What started out as a deceptively simple premise – record an EP named and inspired by each seasonal turn – has turned out to be a major creative project for local Melbourne duo Big Scary. With the onset of Summer, comes the final piece of the seasonal set. The completists among us will already be chasing down those last limited copies, but to celebrate they’ve gathered the lot for one handy compilation.

Gathering all four EPs of the last twelve months however, places a curious dilemma on the record’s sequencing. It neither breaks up each individual EP’s running order for a particular effect, nor does it adhere to chronological order. Instead, it opts for a comprise that involves shuffling the EPs into a particular arrangement. In the end it’s a minor niggle and still manages to comfortably achieve its goal: a concise introduction to Melbourne’s best unsigned band. Collected together, these thirteen tracks demonstrate that, despite their meagre set-up, Big Scary have more ideas in just one release than many bands manage to garner across entire careers.

There’s acoustic revelry both sprightly (Spring) and melancholic (Home); atmospheric swells of ambient warmth (Summer) and frosty introspection (Winter). There’s touching poignancy (Thinking About You), rousing rock ( Hamilton) and one sure-fire anthem (Autumn). In short, there’s no end of the musical spectrum that Big Scary don’t touch upon. You constantly have to remind yourself that this is the sound of the fulfilled ambitions of a two-piece act.

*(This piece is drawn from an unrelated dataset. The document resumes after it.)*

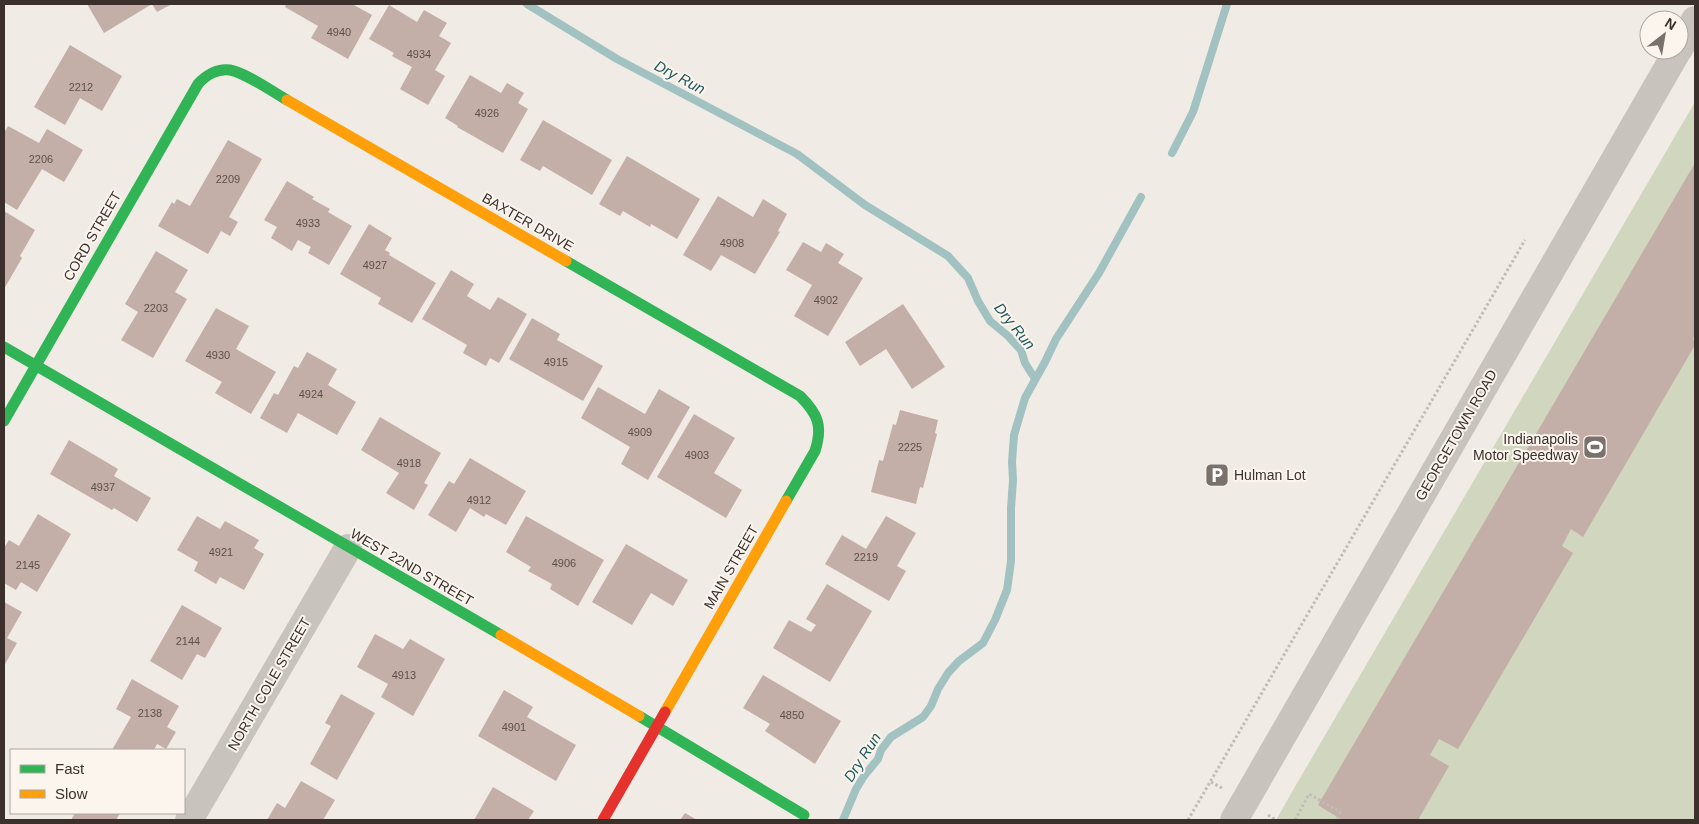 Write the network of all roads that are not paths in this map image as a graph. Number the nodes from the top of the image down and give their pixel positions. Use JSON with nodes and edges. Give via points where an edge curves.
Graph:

In the case of both strummer Tom Iansek and drummer Jo Syme, talent abounds. Iansek’s falsetto is capable of shattering expression as well as warm emotion, but when it combines with Syme’s voice, the resulting harmonies are nothing short of breath-taking. Neither are slouches instrumentally either, aside from the core elements of guitar, piano and drums there’s the extended palettes of those instruments: organ, keys, glockenspiel, xylophone, percussion and timpani to also contend with. Despite the lush arrangements found throughout, particularly from season-to-season, the duo have a keen idea of space. Interestingly, the minimalism of their musical palette emphasises their silences as much as their embellishments, but never feel restrained by the confines of their set-up.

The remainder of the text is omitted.